Yost sent a letter to university leaders in June that said employees will not be entitled to qualified immunity if they are litigated on race-based admissions. 

Boeninger said one of the major parts of the review is to ensure enrollment will not decrease as a result of aid being lost. She said the process of getting the gift agreements is lagging, but it is still planned to take place.

“That, I think, gets to the transparency question,” Boeninger said. "Where are the lists? Where's the information? Obviously, this is really sensitive and it's been legally privileged, which has been constraining operationally.”

Gonzalez said during the review OU has reduced which scholarships will be able to continue and which ones it needs to ask a donor to have a language change. She said the review process is moving as fast as it can but it will take some time to comply with state and federal law.

Gonzalez said removing these scholarships is not an action she wanted to take, and everyone in the Senate room had shown commitment to opening doors and removing barriers to students who had fewer opportunities than others. She said what they need to do is figure out ways to stay within the law but be as innovative as possible. 

“For us, it's that sadness, I would say, over what we have to do to comply in this era that we're in where some of the bedrock values are challenged by political positions,” Gonzalez said.

Faculty senators asked questions to Gonzalez and representatives from different departments. 

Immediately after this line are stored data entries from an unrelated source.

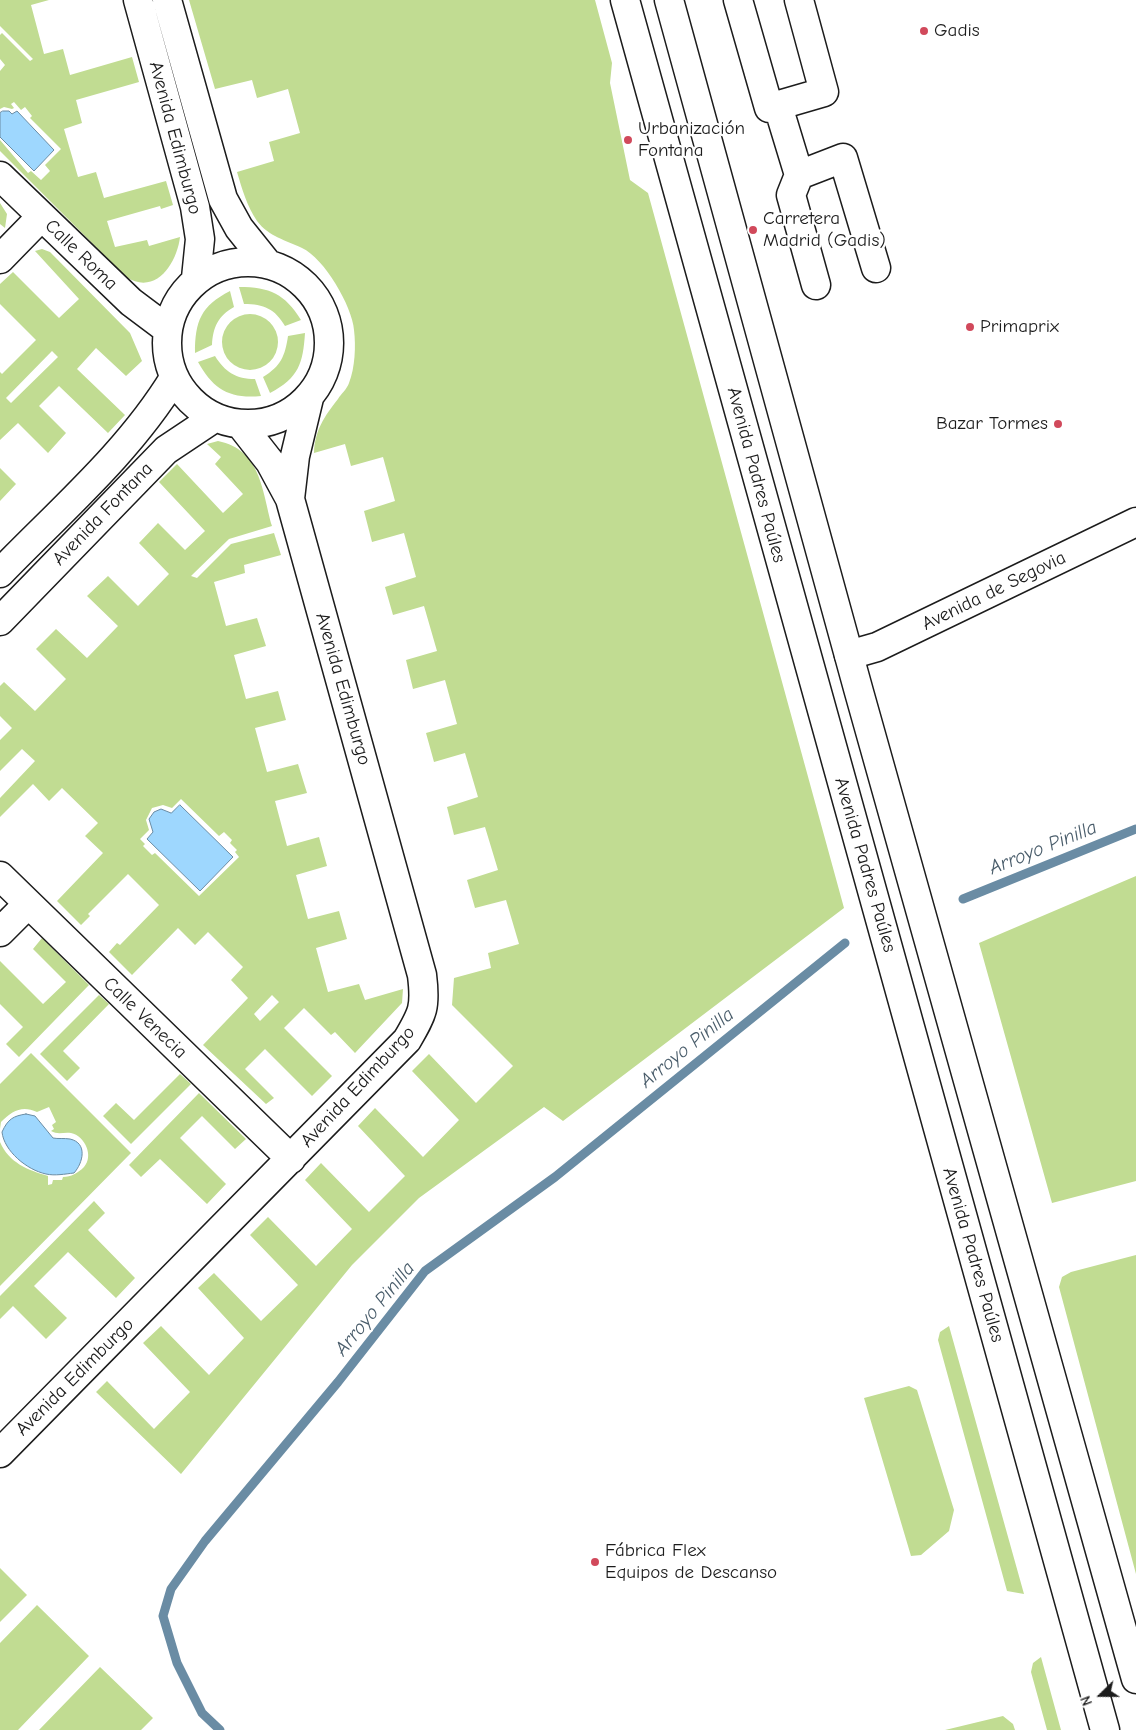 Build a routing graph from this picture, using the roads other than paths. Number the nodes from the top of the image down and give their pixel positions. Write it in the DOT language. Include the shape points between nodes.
graph roads {
  1 [pos="138,0"];
  2 [pos="167,0"];
  3 [pos="625,0"];
  4 [pos="669,0"];
  5 [pos="738,0"];
  6 [pos="799,0"];
  7 [pos="778,106"];
  8 [pos="799,175"];
  9 [pos="0,176"];
  10 [pos="41,217"];
  11 [pos="0,259"];
  12 [pos="267,262"];
  13 [pos="876,268"];
  14 [pos="196,278"];
  15 [pos="816,285"];
  16 [pos="166,329"];
  17 [pos="174,378"];
  18 [pos="309,398"];
  19 [pos="214,418"];
  20 [pos="241,425"];
  21 [pos="290,499"];
  22 [pos="1136,522"];
  23 [pos="0,573"];
  24 [pos="0,621"];
  25 [pos="849,655"];
  26 [pos="0,876"];
  27 [pos="28,904"];
  28 [pos="0,932"];
  29 [pos="291,1159"];
  30 [pos="0,1453"];
  31 [pos="1136,1679"];
  32 [pos="1105,1730"];
  1 -- 14 [label="main road, Avenida Edimburgo" via="195,207 200,239"];
  2 -- 12 [label="main road, Avenida Edimburgo" via="222,199 239,228"];
  3 -- 32 [label="main road, Avenida Padres Paúles"];
  4 -- 25 [label="main road"];
  5 -- 7 [label="main road" via="769,108"];
  6 -- 7 [label="main road" via="824,92"];
  7 -- 8 [label="main road"];
  8 -- 13 [label="main road" via="843,158"];
  8 -- 15 [label="main road" via="790,195"];
  9 -- 10 [label="main road, Calle Roma"];
  10 -- 11 [label="main road"];
  10 -- 16 [label="main road, Calle Roma" via="131,302"];
  12 -- 14 [label="main road" via="230,262"];
  12 -- 18 [label="main road" via="295,275 317,297 328,326 330,352 323,377"];
  14 -- 16 [label="main road" via="177,301"];
  16 -- 17 [label="main road" via="166,354"];
  17 -- 19 [label="main road" via="190,401"];
  17 -- 23 [label="main road, Avenida Fontana" via="128,441"];
  18 -- 20 [label="main road" via="278,420"];
  18 -- 21 [label="main road, Avenida Edimburgo" via="295,456"];
  19 -- 20 [label="main road"];
  19 -- 24 [label="main road, Avenida Fontana" via="166,450"];
  20 -- 21 [label="main road, Avenida Edimburgo" via="270,462"];
  21 -- 29 [label="main road, Avenida Edimburgo" via="425,995 422,1014 407,1040"];
  22 -- 25 [label="main road, Avenida de Segovia" via="877,647"];
  25 -- 31 [label="main road"];
  26 -- 27 [label="main road, Calle Venecia"];
  27 -- 28 [label="main road"];
  27 -- 29 [label="main road, Calle Venecia"];
  29 -- 30 [label="main road, Avenida Edimburgo"];
}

Bill Reader, a journalism professor and senator, asked if Gonzalez could point to the section in the Ohio Revised Code that indicates where these scholarships cannot be awarded. He said the attorney general’s interpretation is not law.

Gonzalez agreed there are no state or federal laws regarding the scholarship awards, but she cannot flout Yost, who she said can come down on university employees. She said Yost sent them a letter indicating OU lawyers could not defend university employees who made hires that he deemed inappropriate based on diversity.

Bennett said the SCOTUS decision is essentially a renewed interpretation of the U.S. Constitution’s Equal Protection Clause. Bennett said court cases are being filed across the country about diversity scholarships and, once they are decided, they will provide more clarity on their legal standing. 

“While we wait, we have to do our best to both comply with the new federal interpretation of our U.S. Constitution and protect our employees from acting outside the law as we know it,” Bennett said.

Nerissa Young, an associate professor of journalism professor who is not on the faculty senate, had previously spoken out against OU’s actions regarding diversity scholarships and did the same at this meeting. She thanked Gonzalez for attending the meeting and engaging the faculty with discussion, and she thanked the Senate for allowing her to speak.

Young said there have been many times in American history when wrongs were corrected, like the decision in Brown v. Board of Education and the 19th Amendment granting women suffrage.

“I am not questioning your ability to read the guidance from the (attorney general),” Young said. “I am questioning the moral courage of this university, a place that is supposed to be a leader in challenging the status quo and fighting for better circumstances for all students.”

Reader said he is aghast the university would not defend its employees, who are doing their job, simply because a lawsuit is presented. He said the scholarships could be just the start and asked if the attorney general could decide professors who are advising a student organization that has race as a factor will not get legal protection.

“I know the university hands are tied to a certain degree because of the way the law is written,” Reader said. “But I'm just very concerned that faculty are basically being told, ‘Don't act on anything that involves race, or you'll get sued, and our administration at this university will gladly throw you under the bus.'”

Bennett said it is true her legal authority is derived solely from the attorney general’s office. She said it is not new that public employees will be personally liable for acting outside of the law, and Yost directly said these scholarships fell outside the law in his June letter.